En las novelas de Mendoza también hay una Barcelona limítrofe, orillera, marginal: ese espacio hacia el que se extiende la ciudad y en el que las calles incluso no tienen la vereda de enfrente, esa acera que delimita la vía ya urbana. Hay personajes alucinados, purria, que han emprendido el ascenso social sin que sus éxitos les permitan quitarse el pelo de la dehesa. Hay un mundo híbrido, hecho a medias, pero sobre todo hay también una orilla metafórica, la que el propio Mendoza ha de franquear cuando escribe en castellano reconociendo una tradición literaria en la que, en principio, no se reconoce exclusivamente. En sus obras hay ecos de Miguel de Cervantes y de Pío Baroja, ¿pero hay también huellas de otros novelistas españoles?

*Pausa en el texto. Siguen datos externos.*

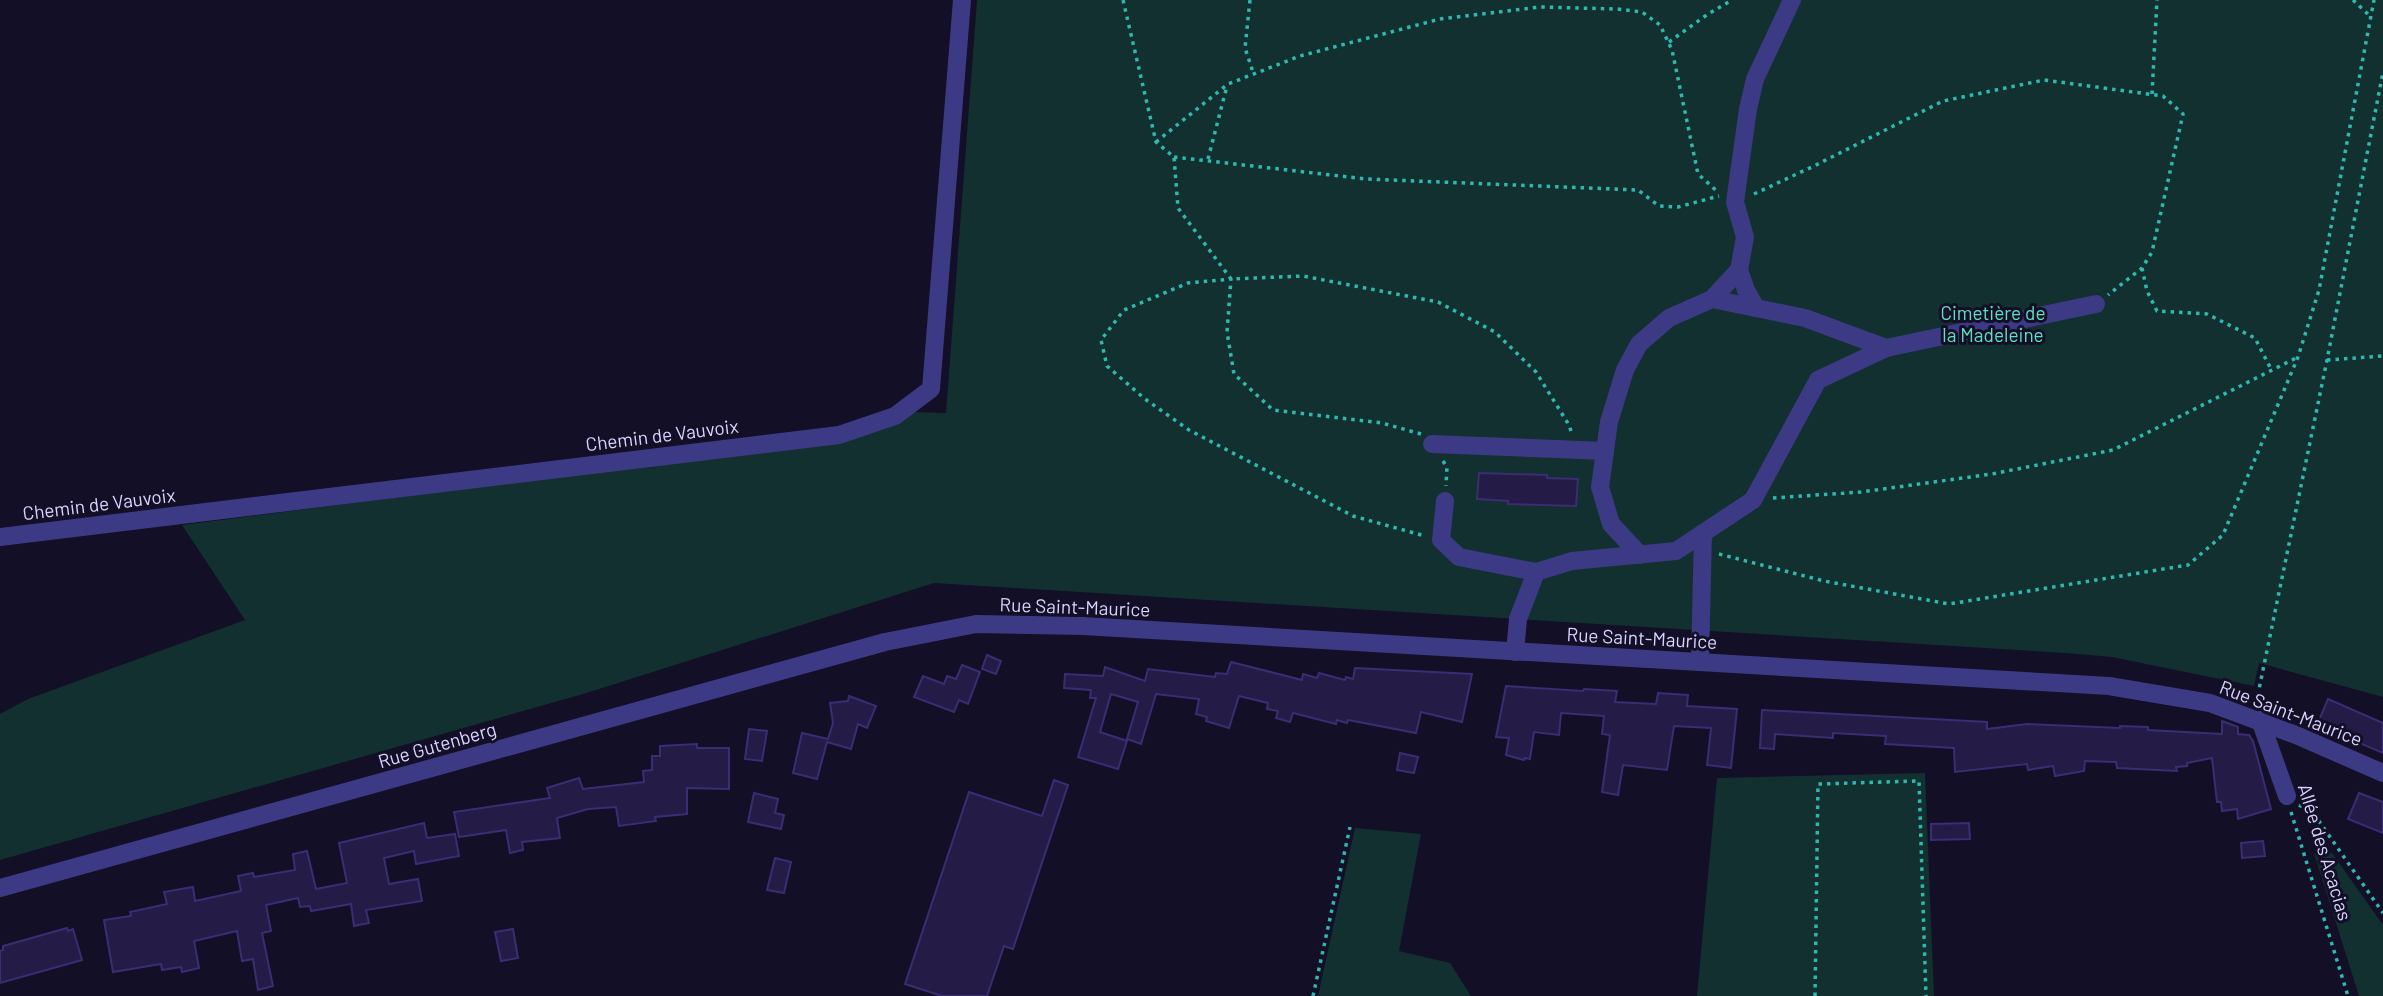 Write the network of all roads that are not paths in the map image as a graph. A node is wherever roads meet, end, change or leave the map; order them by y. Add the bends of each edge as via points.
1 (962, 0) edge
2 (1792, 0) edge
3 (1739, 270) junction
4 (1712, 299) junction
5 (2096, 304) dead end
6 (1756, 308) junction
7 (1886, 348) junction
8 (1432, 444) road end
9 (1605, 451) junction
10 (1445, 501) road end
11 (1703, 533) junction
12 (0, 537) edge
13 (1640, 555) junction
14 (1536, 572) junction
15 (885, 642) joint
16 (1515, 652) junction
17 (1699, 662) junction
18 (2260, 720) junction
19 (2383, 772) edge
20 (2287, 796) road end
21 (0, 888) edge

1 - 12 street, Chemin de Vauvoix via 931,388 895,416 839,435
2 - 3 street via 1755,79 1748,109 1735,202 1745,237
3 - 4 street
3 - 6 street
4 - 6 street
4 - 9 street via 1669,318 1639,344 1625,370
5 - 7 street
6 - 7 street via 1805,318
7 - 11 street via 1818,380 1753,500
8 - 9 street
9 - 13 street via 1601,486 1611,524
10 - 14 street via 1441,540 1459,557
11 - 13 street via 1676,551
11 - 17 street
13 - 14 street via 1572,561
14 - 16 street via 1518,619
15 - 16 street, Rue Saint-Maurice via 976,624 1083,626
15 - 21 street, Rue Gutenberg
16 - 17 street, Rue Saint-Maurice
17 - 18 street, Rue Saint-Maurice via 2109,686 2210,703
18 - 19 street, Rue Saint-Maurice
18 - 20 street, Allée des Acacias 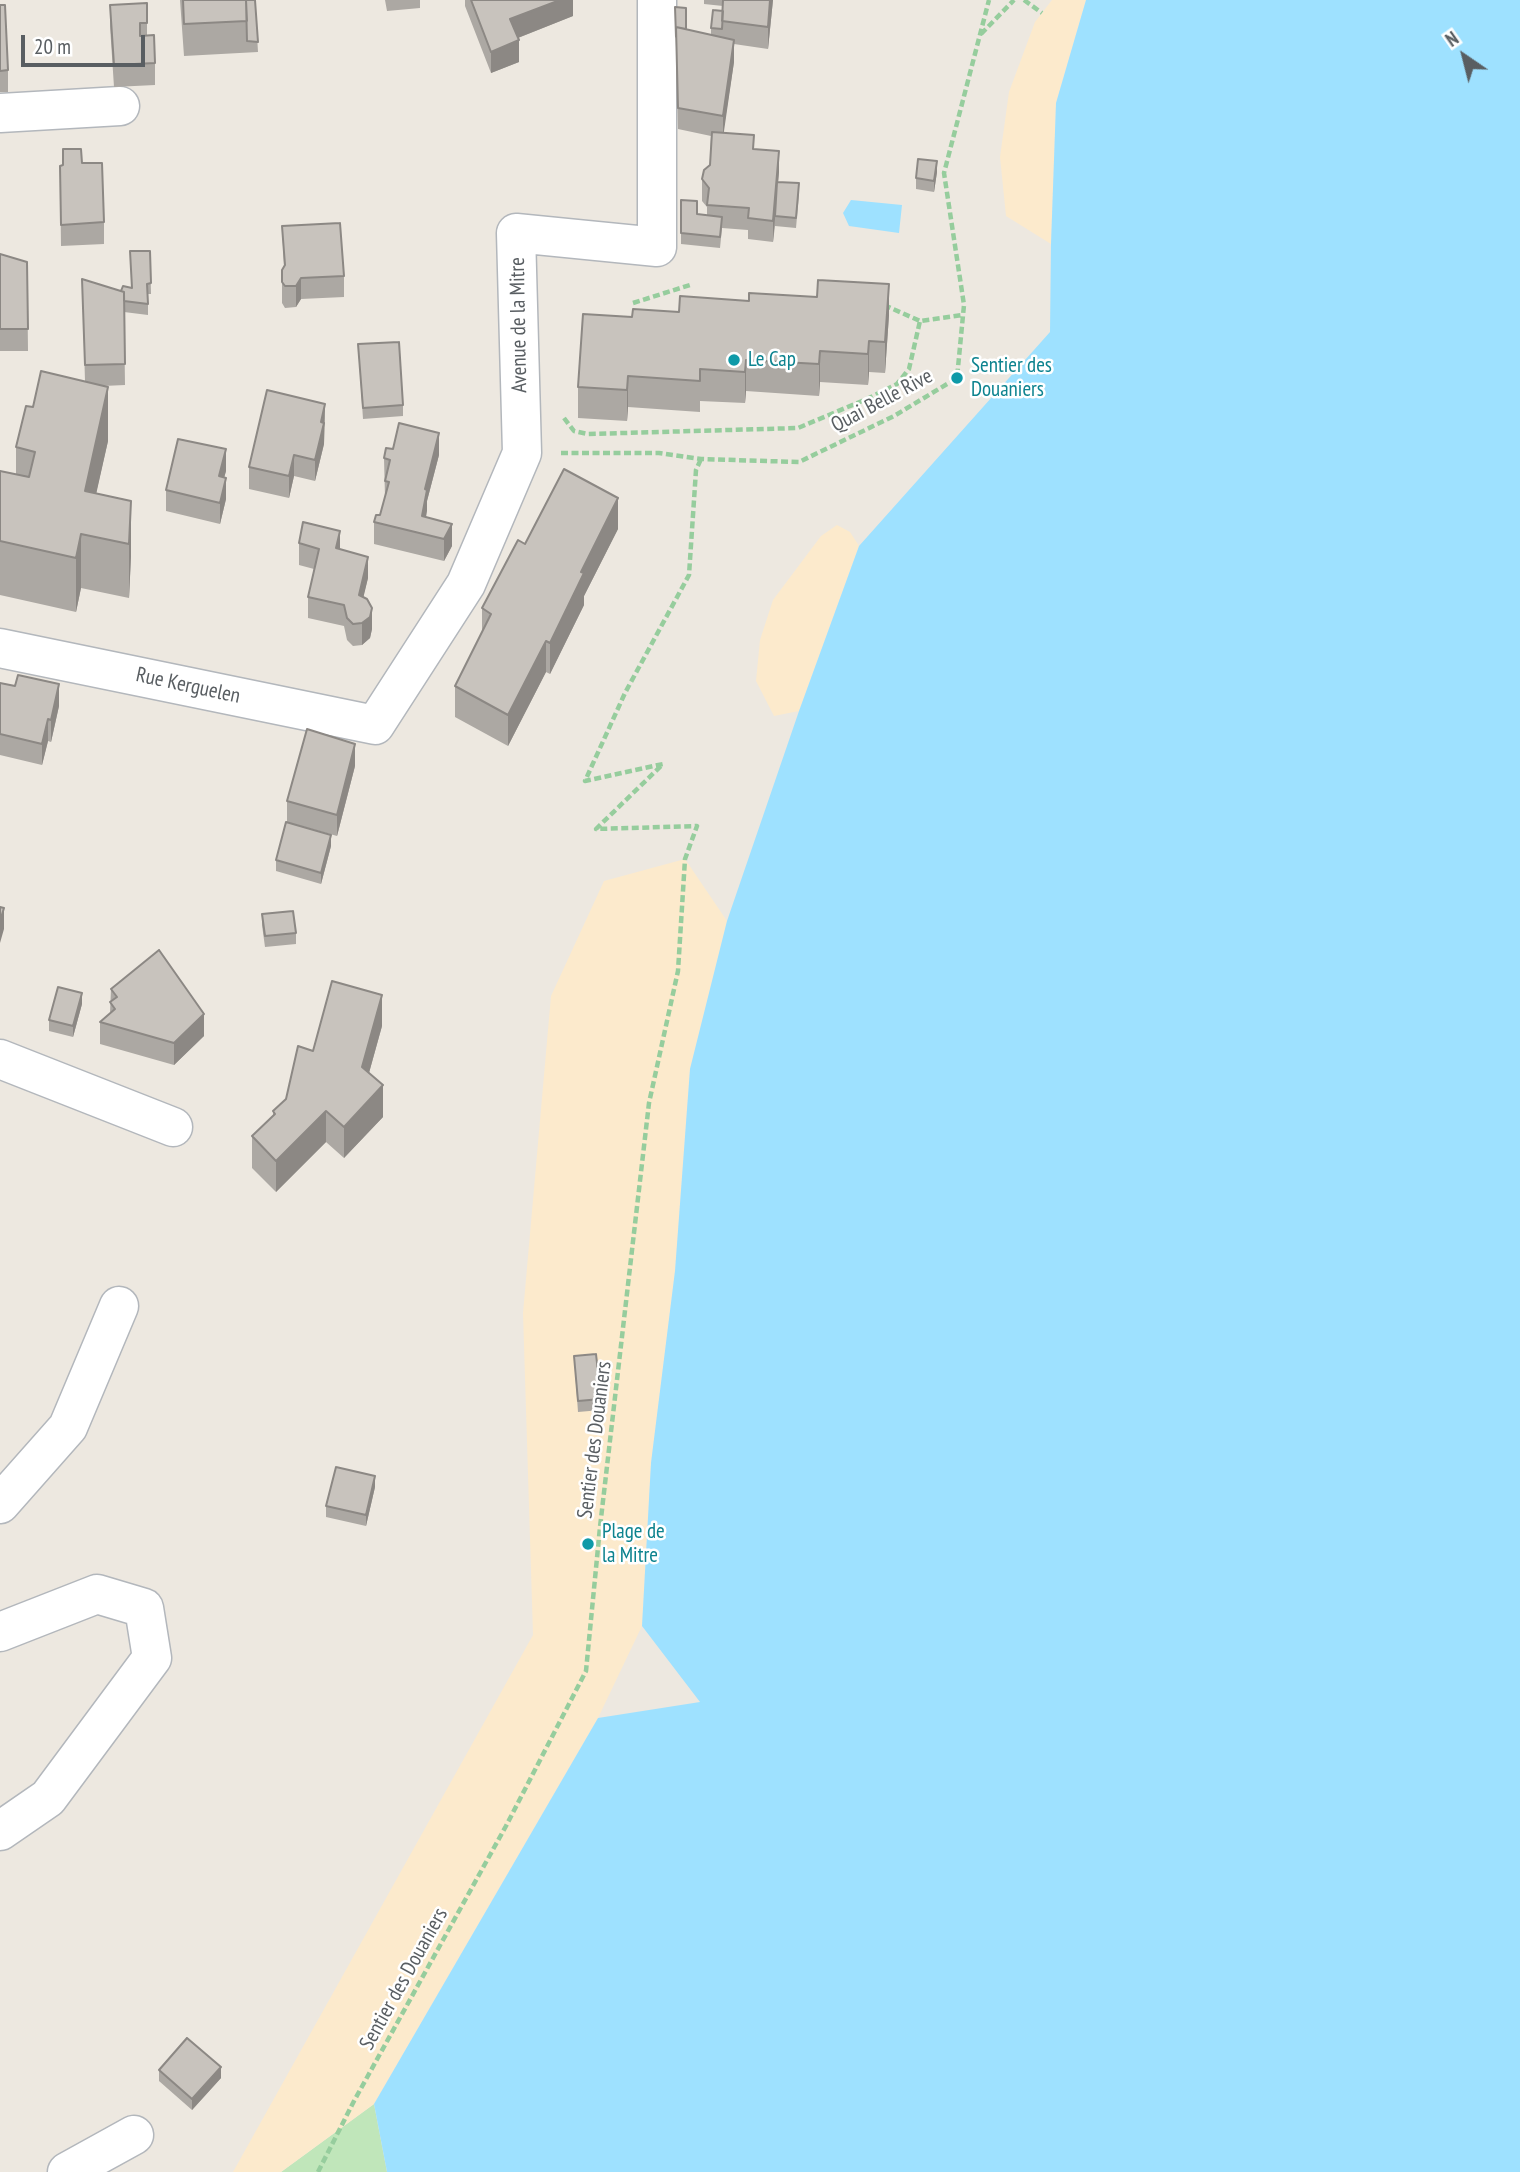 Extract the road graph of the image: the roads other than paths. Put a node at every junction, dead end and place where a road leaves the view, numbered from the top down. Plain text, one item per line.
1 (657, 0) edge
2 (120, 106) dead end
3 (0, 113) edge
4 (0, 648) edge
5 (375, 725) joint
6 (0, 1059) edge
7 (173, 1127) dead end
8 (118, 1306) dead end
9 (0, 1504) edge
10 (0, 1632) edge
11 (0, 1831) edge
12 (134, 2134) dead end
13 (66, 2172) edge

1 - 5 street, Avenue de la Mitre
2 - 3 street
4 - 5 street, Rue Kerguelen
6 - 7 street
8 - 9 street
10 - 11 street
12 - 13 street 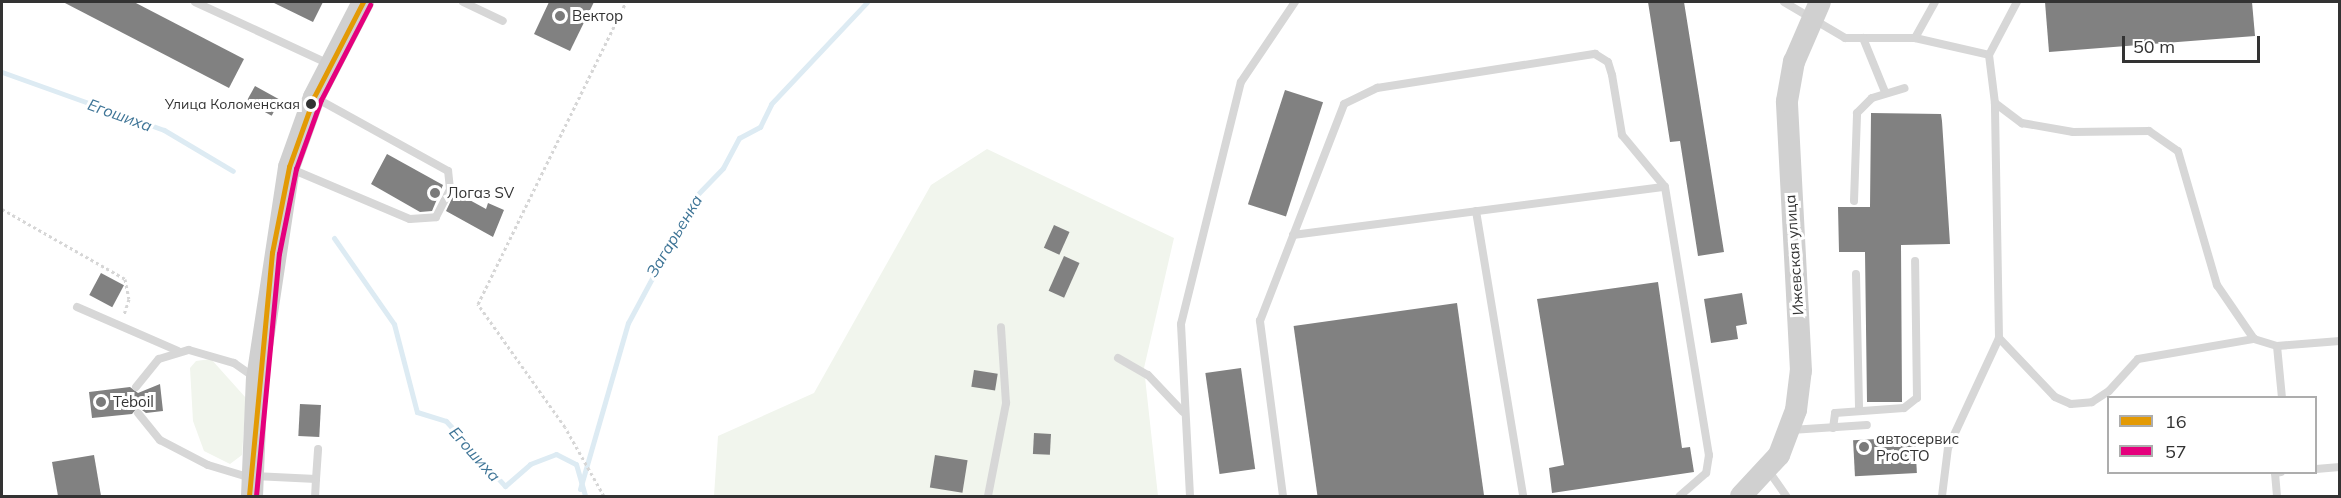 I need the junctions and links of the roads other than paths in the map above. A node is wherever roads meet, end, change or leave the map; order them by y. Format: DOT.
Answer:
graph roads {
  1 [pos="195,2"];
  2 [pos="363,2"];
  3 [pos="463,2"];
  4 [pos="1295,2"];
  5 [pos="1784,2"];
  6 [pos="1935,2"];
  7 [pos="2017,2"];
  8 [pos="1816,10"];
  9 [pos="503,21"];
  10 [pos="1863,38"];
  11 [pos="1915,38"];
  12 [pos="1989,55"];
  13 [pos="329,64"];
  14 [pos="1904,88"];
  15 [pos="1885,92"];
  16 [pos="314,97"];
  17 [pos="1995,103"];
  18 [pos="289,167"];
  19 [pos="1665,186"];
  20 [pos="1854,201"];
  21 [pos="1476,211"];
  22 [pos="1293,236"];
  23 [pos="1915,261"];
  24 [pos="1856,274"];
  25 [pos="77,307"];
  26 [pos="1001,327"];
  27 [pos="1999,338"];
  28 [pos="2254,339"];
  29 [pos="2340,341"];
  30 [pos="2277,346"];
  31 [pos="178,351"];
  32 [pos="1118,358"];
  33 [pos="257,379"];
  34 [pos="136,387"];
  35 [pos="2282,396"];
  36 [pos="1859,411"];
  37 [pos="1183,412"];
  38 [pos="138,413"];
  39 [pos="1867,425"];
  40 [pos="1833,428"];
  41 [pos="1791,430"];
  42 [pos="318,449"];
  43 [pos="2340,467"];
  44 [pos="1768,469"];
  45 [pos="2317,469"];
  46 [pos="2275,474"];
  47 [pos="316,479"];
  48 [pos="252,489"];
  49 [pos="315,496"];
  50 [pos="988,496"];
  51 [pos="1191,496"];
  52 [pos="1283,496"];
  53 [pos="1523,496"];
  54 [pos="1680,496"];
  55 [pos="1741,496"];
  56 [pos="1786,496"];
  57 [pos="1942,496"];
  58 [pos="2277,496"];
  1 -- 13 [label="lane"];
  2 -- 13 [label="main road"];
  3 -- 9 [label="lane"];
  4 -- 37 [label="lane"];
  5 -- 8 [label="lane"];
  6 -- 11 [label="lane"];
  7 -- 12 [label="lane"];
  8 -- 10 [label="lane"];
  8 -- 41 [label="main road, Ижевская улица"];
  10 -- 11 [label="lane"];
  10 -- 15 [label="lane"];
  11 -- 12 [label="lane"];
  12 -- 17 [label="lane"];
  13 -- 16 [label="main road"];
  14 -- 15 [label="lane"];
  15 -- 20 [label="lane"];
  16 -- 18 [label="main road"];
  16 -- 18 [label="lane"];
  17 -- 27 [label="lane"];
  17 -- 28 [label="lane"];
  18 -- 33 [label="main road"];
  19 -- 21 [label="lane"];
  19 -- 22 [label="lane"];
  19 -- 54 [label="lane"];
  21 -- 22 [label="lane"];
  21 -- 53 [label="lane"];
  22 -- 52 [label="lane"];
  23 -- 36 [label="lane"];
  24 -- 36 [label="lane"];
  25 -- 31 [label="lane"];
  26 -- 50 [label="lane"];
  27 -- 28 [label="lane"];
  27 -- 57 [label="lane"];
  28 -- 30 [label="lane"];
  29 -- 30 [label="lane"];
  30 -- 35 [label="lane"];
  31 -- 33 [label="lane"];
  31 -- 34 [label="lane"];
  32 -- 37 [label="lane"];
  33 -- 48 [label="main road"];
  36 -- 40 [label="lane"];
  37 -- 51 [label="lane"];
  38 -- 48 [label="lane"];
  39 -- 40 [label="lane"];
  40 -- 41 [label="lane"];
  41 -- 44 [label="main road, Ижевская улица"];
  42 -- 47 [label="lane"];
  43 -- 45 [label="lane"];
  44 -- 55 [label="main road, Ижевская улица"];
  44 -- 56 [label="lane"];
  46 -- 58 [label="lane"];
  47 -- 48 [label="lane"];
  47 -- 49 [label="lane"];
}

Años después, tras una trayectoria literaria de grandes éxitos y reconocimientos, Mendoza regresa a esa tradición –de la que él empezó distanciándose– para leer o releer un repertorio de novelas españolas de los siglos XIX y XX. El resultado es un volumen delicioso, irónico y orillero: ¿Quién se acuerda de Armando Palacio Valdés? Como en el caso de Borges, también en Mendoza la lectura es el modo de hacer literatura (no sucede así en todos los escritores). O, en los términos que el narrador catalán emplea en ¿Quien se acuerda…?, «para quien ama los libros sólo existe un placer superior al de la lectura, y es el de la discusión sobre lo leído y lo por leer». Su volumen es una discusión, precisamente, un repertorio de notas y un par de prólogos para una colección de narración hispánica (¿cuántas notas y cuántos prólogos hizo Borges…?), un libro que no es exégesis del erudito ni tampoco lección del savant. Es puro entusiasmo lo que transmite, pura alegría inteligente, la que vive al descubrir o redescubrir (tras una primera lectura adolescente) lo que son meritorios novelistas que supieron expresar las frustaciones y deseos de su tiempo con los recursos de la ficción. Realismo o naturalismo no son los objetos de debate: es la capacidad de la ficción para condensar lo que percibimos bien o malamente.
Pero es que, además, estas narraciones se inscribían en esa tradición novelística española, tan menguada tras Cervantes y la picaresca, esa tradición cuyas obras del siglo XIX parecen desprender hoy un «tufillo a brasero y naftalina», un hedor «a museo y a desván». Pero no es así. O al menos no es sólo así. Pues es sobre «la España amojamada de uniforme y sotana sobre la que cimentaron su obra Galdós, Baroja y Valle-Inclán», tres grandes autores cuyas narraciones aún podemos leer con dicha. Sus personajes no son tipos «hieráticos, encorsetados, por completos ajenos a nosotros y a los tiempos actuales. Sus protagonistas y también los de otros escritores de menor vuelo podemos descubrirlos o redescubrirlos ahora advirtiendo «hasta qué punto compartían con nosotros los mismos sentimientos, las mismas preocupaciones, las mismas penas y las mismas chaladuras», añade Mendoza en alguna página. Hasta de Armando Palacio Valdés, un autor prácticamente olvidado, puede sacarse provecho, pues sus obras (que tan frecuentemente desprendían un tufo a «palacio y sacristía») nos recrean con habilidad momentos, instantes de un pasado poco moderno que ahora no queremos recordar. Mendoza juega con la tradición simplemente como lector apasionado y divertido que luego escribe y ve, por ejemplo, en Armando Palacio Valdés «una figura insólita dentro del panorama literario español: un católico con sentido del humor». De esos materiales melodramáticos y humorísticos, de ese pasado frágil, ha hecho Mendoza su creación irónica, incluso sus obras sarcásticas, sus mayores chaladuras.
Como dice Beatriz Sarlo, también Borges se apoyó en autores secundarios de la tradición argentina para describirse a sí mismo, para negar esos logros menores, para mezclarlos con la literatura anglosajona, por ejemplo, con gran habilidad irónica. Mendoza, como el narrador americano, nos transmite el entusiasmo por todo lo que toca, incluso por aquellos escritores que lo prefiguran o que él desmiente. Qué quieren, también yo tengo ganas de regresar al siglo XIX.